**TASK BRIEF**
Which lines of the records below contain the word "highway"? Report each of them in full.

* * * * * * * * *

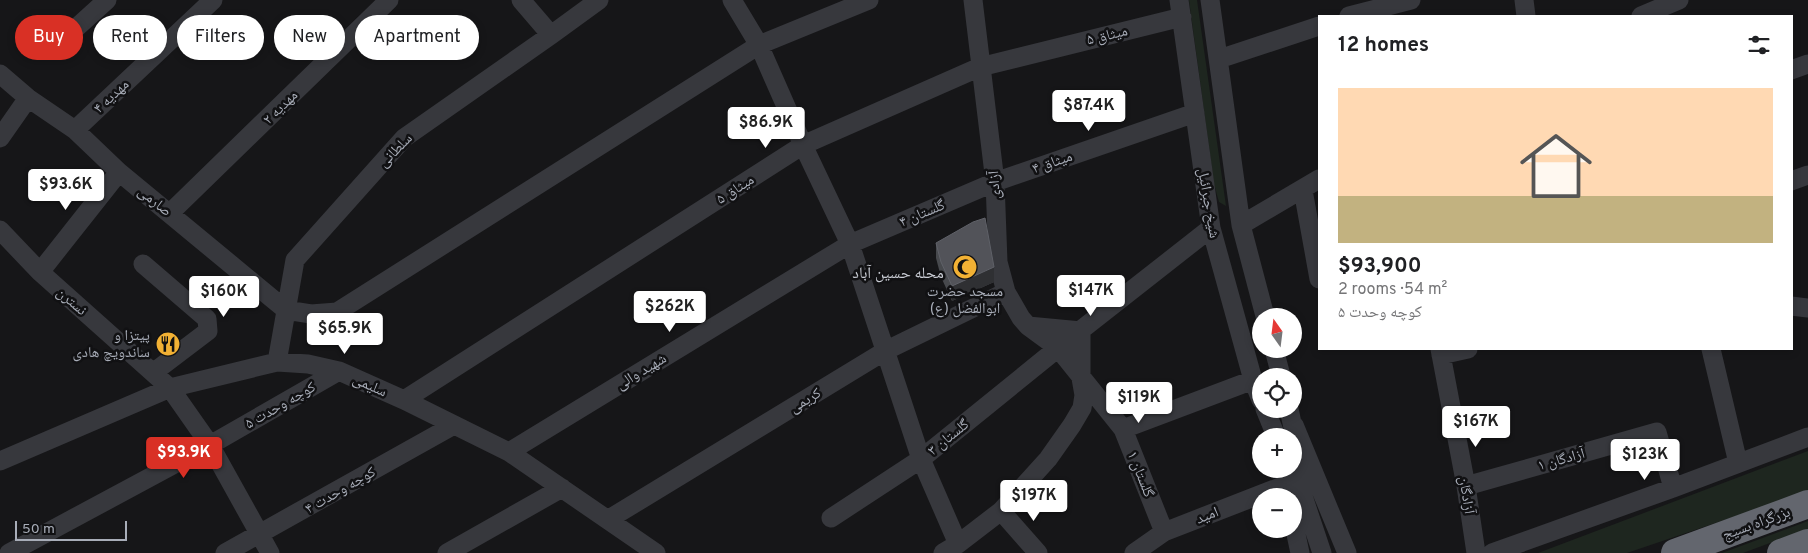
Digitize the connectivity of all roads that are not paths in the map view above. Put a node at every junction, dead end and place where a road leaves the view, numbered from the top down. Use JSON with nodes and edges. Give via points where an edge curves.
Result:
{"nodes":[{"id":1,"x":107,"y":0,"type":"edge"},
{"id":2,"x":213,"y":0,"type":"edge"},
{"id":3,"x":389,"y":0,"type":"edge"},
{"id":4,"x":521,"y":0,"type":"edge"},
{"id":5,"x":599,"y":0,"type":"edge"},
{"id":6,"x":732,"y":0,"type":"edge"},
{"id":7,"x":869,"y":0,"type":"edge"},
{"id":8,"x":973,"y":0,"type":"edge"},
{"id":9,"x":1210,"y":0,"type":"edge"},
{"id":10,"x":1411,"y":0,"type":"edge"},
{"id":11,"x":1524,"y":0,"type":"edge"},
{"id":12,"x":1679,"y":0,"type":"edge"},
{"id":13,"x":1180,"y":8,"type":"edge"},
{"id":14,"x":1369,"y":9,"type":"edge"},
{"id":15,"x":1352,"y":15,"type":"edge"},
{"id":16,"x":1526,"y":15,"type":"edge"},
{"id":17,"x":1643,"y":15,"type":"edge"},
{"id":18,"x":83,"y":22,"type":"edge"},
{"id":19,"x":1318,"y":26,"type":"edge"},
{"id":20,"x":552,"y":35,"type":"junction"},
{"id":21,"x":759,"y":45,"type":"junction"},
{"id":22,"x":1219,"y":59,"type":"junction"},
{"id":23,"x":1808,"y":64,"type":"edge"},
{"id":24,"x":980,"y":67,"type":"junction"},
{"id":25,"x":1793,"y":69,"type":"edge"},
{"id":26,"x":0,"y":74,"type":"edge"},
{"id":27,"x":28,"y":98,"type":"junction"},
{"id":28,"x":1195,"y":113,"type":"junction"},
{"id":29,"x":75,"y":130,"type":"junction"},
{"id":30,"x":0,"y":138,"type":"edge"},
{"id":31,"x":803,"y":145,"type":"junction"},
{"id":32,"x":119,"y":172,"type":"junction"},
{"id":33,"x":1808,"y":175,"type":"edge"},
{"id":34,"x":1318,"y":180,"type":"edge"},
{"id":35,"x":1793,"y":181,"type":"edge"},
{"id":36,"x":995,"y":182,"type":"junction"},
{"id":37,"x":1303,"y":190,"type":"junction"},
{"id":38,"x":170,"y":213,"type":"junction"},
{"id":39,"x":1241,"y":225,"type":"junction"},
{"id":40,"x":1211,"y":228,"type":"junction"},
{"id":41,"x":0,"y":230,"type":"edge"},
{"id":42,"x":850,"y":244,"type":"junction"},
{"id":43,"x":143,"y":264,"type":"dead end"},
{"id":44,"x":40,"y":272,"type":"junction"},
{"id":45,"x":1318,"y":273,"type":"edge"},
{"id":46,"x":1006,"y":292,"type":"junction"},
{"id":47,"x":1793,"y":306,"type":"edge"},
{"id":48,"x":1263,"y":308,"type":"edge"},
{"id":49,"x":1808,"y":308,"type":"edge"},
{"id":50,"x":286,"y":310,"type":"junction"},
{"id":51,"x":1028,"y":326,"type":"junction"},
{"id":52,"x":1081,"y":331,"type":"junction"},
{"id":53,"x":1058,"y":348,"type":"junction"},
{"id":54,"x":1459,"y":350,"type":"edge"},
{"id":55,"x":1711,"y":350,"type":"edge"},
{"id":56,"x":885,"y":351,"type":"junction"},
{"id":57,"x":1440,"y":352,"type":"edge"},
{"id":58,"x":277,"y":362,"type":"junction"},
{"id":59,"x":339,"y":371,"type":"junction"},
{"id":60,"x":154,"y":372,"type":"junction"},
{"id":61,"x":1252,"y":376,"type":"edge"},
{"id":62,"x":1081,"y":378,"type":"junction"},
{"id":63,"x":1252,"y":380,"type":"edge"},
{"id":64,"x":170,"y":388,"type":"junction"},
{"id":65,"x":404,"y":400,"type":"junction"},
{"id":66,"x":1292,"y":418,"type":"edge"},
{"id":67,"x":1292,"y":418,"type":"edge"},
{"id":68,"x":454,"y":425,"type":"junction"},
{"id":69,"x":1123,"y":429,"type":"junction"},
{"id":70,"x":1808,"y":437,"type":"edge"},
{"id":71,"x":210,"y":445,"type":"junction"},
{"id":72,"x":509,"y":452,"type":"junction"},
{"id":73,"x":921,"y":459,"type":"junction"},
{"id":74,"x":0,"y":461,"type":"edge"},
{"id":75,"x":1738,"y":463,"type":"junction"},
{"id":76,"x":1289,"y":480,"type":"edge"},
{"id":77,"x":1466,"y":486,"type":"junction"},
{"id":78,"x":562,"y":488,"type":"junction"},
{"id":79,"x":1673,"y":488,"type":"junction"},
{"id":80,"x":1808,"y":504,"type":"edge"},
{"id":81,"x":1001,"y":511,"type":"junction"},
{"id":82,"x":831,"y":518,"type":"dead end"},
{"id":83,"x":608,"y":519,"type":"junction"},
{"id":84,"x":1164,"y":532,"type":"junction"},
{"id":85,"x":260,"y":534,"type":"junction"},
{"id":86,"x":1297,"y":538,"type":"edge"},
{"id":87,"x":1808,"y":543,"type":"edge"},
{"id":88,"x":951,"y":549,"type":"edge"},
{"id":89,"x":1140,"y":551,"type":"edge"},
{"id":90,"x":10,"y":553,"type":"edge"},
{"id":91,"x":225,"y":553,"type":"edge"},
{"id":92,"x":270,"y":553,"type":"edge"},
{"id":93,"x":447,"y":553,"type":"edge"},
{"id":94,"x":656,"y":553,"type":"edge"},
{"id":95,"x":1038,"y":553,"type":"edge"},
{"id":96,"x":1300,"y":553,"type":"edge"},
{"id":97,"x":1322,"y":553,"type":"edge"},
{"id":98,"x":1347,"y":553,"type":"edge"},
{"id":99,"x":1476,"y":553,"type":"edge"},
{"id":100,"x":1492,"y":553,"type":"edge"},
{"id":101,"x":1675,"y":553,"type":"edge"},
{"id":102,"x":1781,"y":553,"type":"edge"}],
"edges":[{"from":1,"to":18,"type":"street"},
{"from":2,"to":29,"type":"street","name":"مهدیه ۴"},
{"from":3,"to":38,"type":"street","name":"مهدیه ۲"},
{"from":4,"to":20,"type":"street"},
{"from":5,"to":20,"type":"street","name":"سلطانی"},
{"from":6,"to":21,"type":"street"},
{"from":7,"to":21,"type":"street"},
{"from":8,"to":24,"type":"street","name":"آزادی"},
{"from":9,"to":22,"type":"street","name":"شیخ جبرائیل"},
{"from":10,"to":14,"type":"street"},
{"from":11,"to":16,"type":"street"},
{"from":12,"to":17,"type":"street"},
{"from":13,"to":24,"type":"street","name":"میثاق ۵"},
{"from":13,"to":28,"type":"street","name":"شیخ جبرائیل"},
{"from":14,"to":15,"type":"street"},
{"from":19,"to":22,"type":"street"},
{"from":20,"to":50,"type":"street","name":"سلطانی","via":[[404,138],[295,260]]},
{"from":21,"to":31,"type":"street"},
{"from":21,"to":50,"type":"street","via":[[337,312],[311,314]]},
{"from":22,"to":39,"type":"street","name":"شیخ جبرائیل"},
{"from":23,"to":25,"type":"street"},
{"from":24,"to":31,"type":"street","name":"میثاق ۵"},
{"from":24,"to":36,"type":"street","name":"آزادی"},
{"from":26,"to":27,"type":"street","name":"صارمی"},
{"from":27,"to":29,"type":"street","name":"صارمی"},
{"from":27,"to":30,"type":"street"},
{"from":28,"to":36,"type":"street","name":"میثاق ۴"},
{"from":28,"to":40,"type":"street","name":"شیخ جبرائیل"},
{"from":29,"to":32,"type":"street","name":"صارمی"},
{"from":31,"to":42,"type":"street"},
{"from":31,"to":65,"type":"street","name":"میثاق ۵"},
{"from":32,"to":38,"type":"street","name":"صارمی"},
{"from":32,"to":44,"type":"street"},
{"from":33,"to":35,"type":"street"},
{"from":34,"to":37,"type":"street"},
{"from":36,"to":42,"type":"street","name":"گلستان ۴"},
{"from":36,"to":46,"type":"street","name":"آزادی","via":[[998,262]]},
{"from":37,"to":39,"type":"street"},
{"from":37,"to":45,"type":"street"},
{"from":38,"to":50,"type":"street","name":"صارمی"},
{"from":39,"to":48,"type":"street","name":"شیخ جبرائیل"},
{"from":40,"to":52,"type":"street","name":"گلستان ۳"},
{"from":40,"to":61,"type":"street","name":"شیخ جبرائیل"},
{"from":41,"to":44,"type":"street","name":"نسترن"},
{"from":42,"to":56,"type":"street"},
{"from":42,"to":72,"type":"street","name":"شهید والی"},
{"from":43,"to":60,"type":"street","via":[[207,319],[208,331]]},
{"from":44,"to":60,"type":"street","name":"نسترن"},
{"from":46,"to":51,"type":"street","name":"آزادی"},
{"from":46,"to":56,"type":"street","name":"کریمی"},
{"from":47,"to":49,"type":"street"},
{"from":50,"to":58,"type":"street","name":"سلطانی"},
{"from":51,"to":52,"type":"street"},
{"from":51,"to":53,"type":"street","name":"آزادی"},
{"from":52,"to":53,"type":"street","name":"گلستان ۳"},
{"from":52,"to":62,"type":"street"},
{"from":53,"to":62,"type":"street","name":"گلستان ۱"},
{"from":53,"to":73,"type":"street","name":"گلستان ۳"},
{"from":54,"to":57,"type":"street"},
{"from":55,"to":75,"type":"street"},
{"from":56,"to":73,"type":"street"},
{"from":56,"to":83,"type":"street","name":"کریمی"},
{"from":57,"to":77,"type":"street","name":"آزادگان"},
{"from":58,"to":59,"type":"street","name":"سلیمی"},
{"from":58,"to":64,"type":"street","name":"سلیمی"},
{"from":59,"to":65,"type":"street","name":"سلیمی"},
{"from":59,"to":71,"type":"street","name":"کوچه وحدت ۵"},
{"from":60,"to":64,"type":"street","name":"نسترن"},
{"from":62,"to":69,"type":"street","name":"گلستان ۱"},
{"from":62,"to":81,"type":"street","via":[[1082,408],[1072,425],[1048,459]]},
{"from":63,"to":69,"type":"street"},
{"from":64,"to":71,"type":"street","name":"نسترن"},
{"from":64,"to":74,"type":"street","name":"سلیمی"},
{"from":65,"to":68,"type":"street","name":"سلیمی"},
{"from":66,"to":76,"type":"street"},
{"from":67,"to":98,"type":"street"},
{"from":68,"to":72,"type":"street","name":"سلیمی"},
{"from":68,"to":85,"type":"street","name":"کوچه وحدت ۴"},
{"from":69,"to":84,"type":"street","name":"گلستان ۱"},
{"from":70,"to":75,"type":"street"},
{"from":71,"to":85,"type":"street","name":"نسترن"},
{"from":71,"to":90,"type":"street","name":"کوچه وحدت ۵"},
{"from":72,"to":78,"type":"street","name":"سلیمی"},
{"from":73,"to":82,"type":"street","name":"گلستان ۳"},
{"from":73,"to":88,"type":"street"},
{"from":75,"to":79,"type":"street"},
{"from":76,"to":84,"type":"street","name":"امید"},
{"from":76,"to":97,"type":"street"},
{"from":77,"to":79,"type":"street","name":"آزادگان ۱","via":[[1657,432]]},
{"from":77,"to":99,"type":"street","name":"آزادگان"},
{"from":78,"to":83,"type":"street","name":"سلیمی"},
{"from":78,"to":93,"type":"street"},
{"from":79,"to":100,"type":"street"},
{"from":80,"to":101,"type":"highway","name":"بزرگراه بسیج"},
{"from":81,"to":88,"type":"street"},
{"from":81,"to":95,"type":"street"},
{"from":83,"to":94,"type":"street","name":"سلیمی"},
{"from":84,"to":89,"type":"street","name":"امید"},
{"from":85,"to":91,"type":"street","name":"کوچه وحدت ۴"},
{"from":85,"to":92,"type":"street","name":"نسترن"},
{"from":86,"to":96,"type":"street"},
{"from":87,"to":102,"type":"highway"}]}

* * * * * * * * *

**SOLUTION**
{"from":80,"to":101,"type":"highway","name":"بزرگراه بسیج"},
{"from":87,"to":102,"type":"highway"}]}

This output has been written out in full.